Hi, my theater will be about 13.5' wide by 20' deep. I plan on two rows of seating with a platform in the rear (stadium). The front seats will be about 11-12’ from the screen (106”) What, in your opinion, would be the optimum height and depth of the platform? I’m thinking 10” high by 65” deep. I’m not sure I need that much depth, but would be necessary if I want to be able to walk in front of the rear seats on the platform. Also, how should I insulate it? The platform will be framed using standard floor framing method (joists 16" OC w/ 3/4" plywood glued and screwed), should I fill my platform with standard fiberglass insulation? Sand? Foam? Any advice is appreciated.


----------



## Prof. (Oct 20, 2006)

This calculator will give you the height you require for the riser..
http://www.theater-calc.com/

You only need to fill the riser with any standard fibreglass insulation to keep resonances under control..
Also a double thickness of the timber on top will help to deaden it as well..


----------



## MatrixDweller (Jul 24, 2007)

The width all depends on what you want to put on it. Most couches will be over 65" in width. Even two recliners can take up a lot of room. Also if you're looking to go 10" high or more then you might want an added stair on the edge to climb up. To really give you accurate advice we'd need a diagram of your room. 

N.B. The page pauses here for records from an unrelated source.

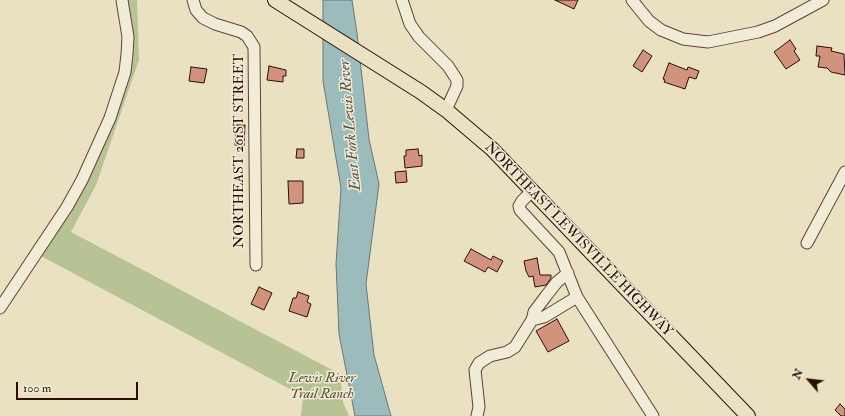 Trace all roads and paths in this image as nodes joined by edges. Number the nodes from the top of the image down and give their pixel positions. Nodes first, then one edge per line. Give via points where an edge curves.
1 (122, 0) edge
2 (193, 0) edge
3 (275, 0) edge
4 (402, 0) edge
5 (632, 0) edge
6 (823, 0) edge
7 (446, 110) junction
8 (845, 172) edge
9 (533, 190) junction
10 (807, 243) dead end
11 (256, 265) dead end
12 (568, 274) junction
13 (577, 297) junction
14 (0, 308) edge
15 (532, 320) junction
16 (477, 416) edge
17 (653, 416) edge
18 (748, 416) edge

1 - 14 street via 128,37 127,54 125,72 110,118 67,207
2 - 11 street, NORTHEAST 261ST STREET via 196,10 204,18 241,32 254,47
3 - 7 main road, NORTHEAST LEWISVILLE HIGHWAY
4 - 7 street via 410,24 419,37 448,66 457,80 457,86
5 - 6 street via 649,21 661,30 683,39 708,42 775,26
7 - 9 main road, NORTHEAST LEWISVILLE HIGHWAY via 492,149
8 - 10 street
9 - 12 street via 522,201 520,210 559,252
9 - 18 main road, NORTHEAST LEWISVILLE HIGHWAY
12 - 13 street
12 - 15 street via 557,282 546,296 534,312
13 - 15 street via 544,317
13 - 17 street
15 - 16 street via 515,346 507,352 490,356 477,366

Without knowing what you're room is like then I would consider making the platform the entire width of the back wall. Depending on ceiling height I would go 12" with a 6" step. For a true stadium feel you'd have to go even higher but unless you have 10 or 12 foot ceilings then it would feel weird and would most likely not meet code (minimum ceiling height is 7' or 6'-4" under bulkheads in my area). As soon as you get over a certain height building codes dictate that railings must be in place also (over 18" I think).

You should also consider putting down two layers of ply or OSB for the deck and cutting it so that it hangs over an inch or so around the edges. That way when the carpet is tacked down it will give it more of a refined look (like most stairs are carpeted). One sheet of ¾ ply will make the edge fairly thin.

You will want to stuff it with insulation. Sand would be overkill I think and is hard to work with. Most sand you buy is damp and drying it out can be a pain. You would need a lot of bags to fill a 65"x48"x10" platform (18 ft³ worth). It would also be a nightmare if you (or a future owner) ever decided to re-purpose the room and demolish the platform. Stuffing it with normal insulation will make it feel really solid and stop any resonant frequency build up. If it were hollow it would sound like a drum. Stuffed it will fee like it's completely solid. I just stuffed mine with pink fiberglass and it worked really well (See this shack link).

If you used REW in your room and found and strong resonant low frequencies you could make the platform into a Helmholz resonator. Otherwise you could stuff it and bore a lot of holes through it make it into a huge bass trap. 

Another thing to consider is if you want deck or rope lighting. If so then you'll need to wire it accordingly before you stuff it and screw the deck down. If you are planning on going all out then you might consider buttkickers (bass shakers) installed under the platform.


----------



## spartanstew (May 7, 2009)

My theater is 12.5' X 20'. My front row of seating is at 13' (eye position when seats are upright) and my rear platform is 6' deep and 9.5" high (2X8 with 2 sheets of 3/4 ply on top). Basically the rear of the front seats are pretty much right up against the riser. I think it works out perfect. 

If anything, I would opt for an additional 6" of depth on the riser so it would be easier to walk when the rear seats are reclined.


----------